• _Try it_
With no line left out, restate the data word for word.

• _Dataset items_
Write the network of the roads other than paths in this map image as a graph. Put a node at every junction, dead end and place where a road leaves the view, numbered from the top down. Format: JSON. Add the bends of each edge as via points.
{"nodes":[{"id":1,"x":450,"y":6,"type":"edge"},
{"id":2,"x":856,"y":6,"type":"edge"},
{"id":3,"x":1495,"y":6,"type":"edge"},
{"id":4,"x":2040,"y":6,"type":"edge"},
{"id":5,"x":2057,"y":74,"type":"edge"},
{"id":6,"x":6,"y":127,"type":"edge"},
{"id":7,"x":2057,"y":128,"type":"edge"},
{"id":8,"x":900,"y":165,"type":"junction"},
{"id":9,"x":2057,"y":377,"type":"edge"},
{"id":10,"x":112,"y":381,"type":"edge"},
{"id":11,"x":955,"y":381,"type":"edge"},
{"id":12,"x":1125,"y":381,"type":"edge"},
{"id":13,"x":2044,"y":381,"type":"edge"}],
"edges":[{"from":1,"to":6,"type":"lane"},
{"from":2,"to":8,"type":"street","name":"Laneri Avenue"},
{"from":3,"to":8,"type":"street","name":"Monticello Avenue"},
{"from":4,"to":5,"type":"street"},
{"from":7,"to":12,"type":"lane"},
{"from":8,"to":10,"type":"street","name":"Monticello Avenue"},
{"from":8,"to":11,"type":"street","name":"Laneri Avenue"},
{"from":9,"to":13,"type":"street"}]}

• _Answer section_
Write the network of the roads other than paths in this map image as a graph. Put a node at every junction, dead end and place where a road leaves the view, numbered from the top down. Format: JSON. Add the bends of each edge as via points.
{"nodes":[{"id":1,"x":450,"y":6,"type":"edge"},
{"id":2,"x":856,"y":6,"type":"edge"},
{"id":3,"x":1495,"y":6,"type":"edge"},
{"id":4,"x":2040,"y":6,"type":"edge"},
{"id":5,"x":2057,"y":74,"type":"edge"},
{"id":6,"x":6,"y":127,"type":"edge"},
{"id":7,"x":2057,"y":128,"type":"edge"},
{"id":8,"x":900,"y":165,"type":"junction"},
{"id":9,"x":2057,"y":377,"type":"edge"},
{"id":10,"x":112,"y":381,"type":"edge"},
{"id":11,"x":955,"y":381,"type":"edge"},
{"id":12,"x":1125,"y":381,"type":"edge"},
{"id":13,"x":2044,"y":381,"type":"edge"}],
"edges":[{"from":1,"to":6,"type":"lane"},
{"from":2,"to":8,"type":"street","name":"Laneri Avenue"},
{"from":3,"to":8,"type":"street","name":"Monticello Avenue"},
{"from":4,"to":5,"type":"street"},
{"from":7,"to":12,"type":"lane"},
{"from":8,"to":10,"type":"street","name":"Monticello Avenue"},
{"from":8,"to":11,"type":"street","name":"Laneri Avenue"},
{"from":9,"to":13,"type":"street"}]}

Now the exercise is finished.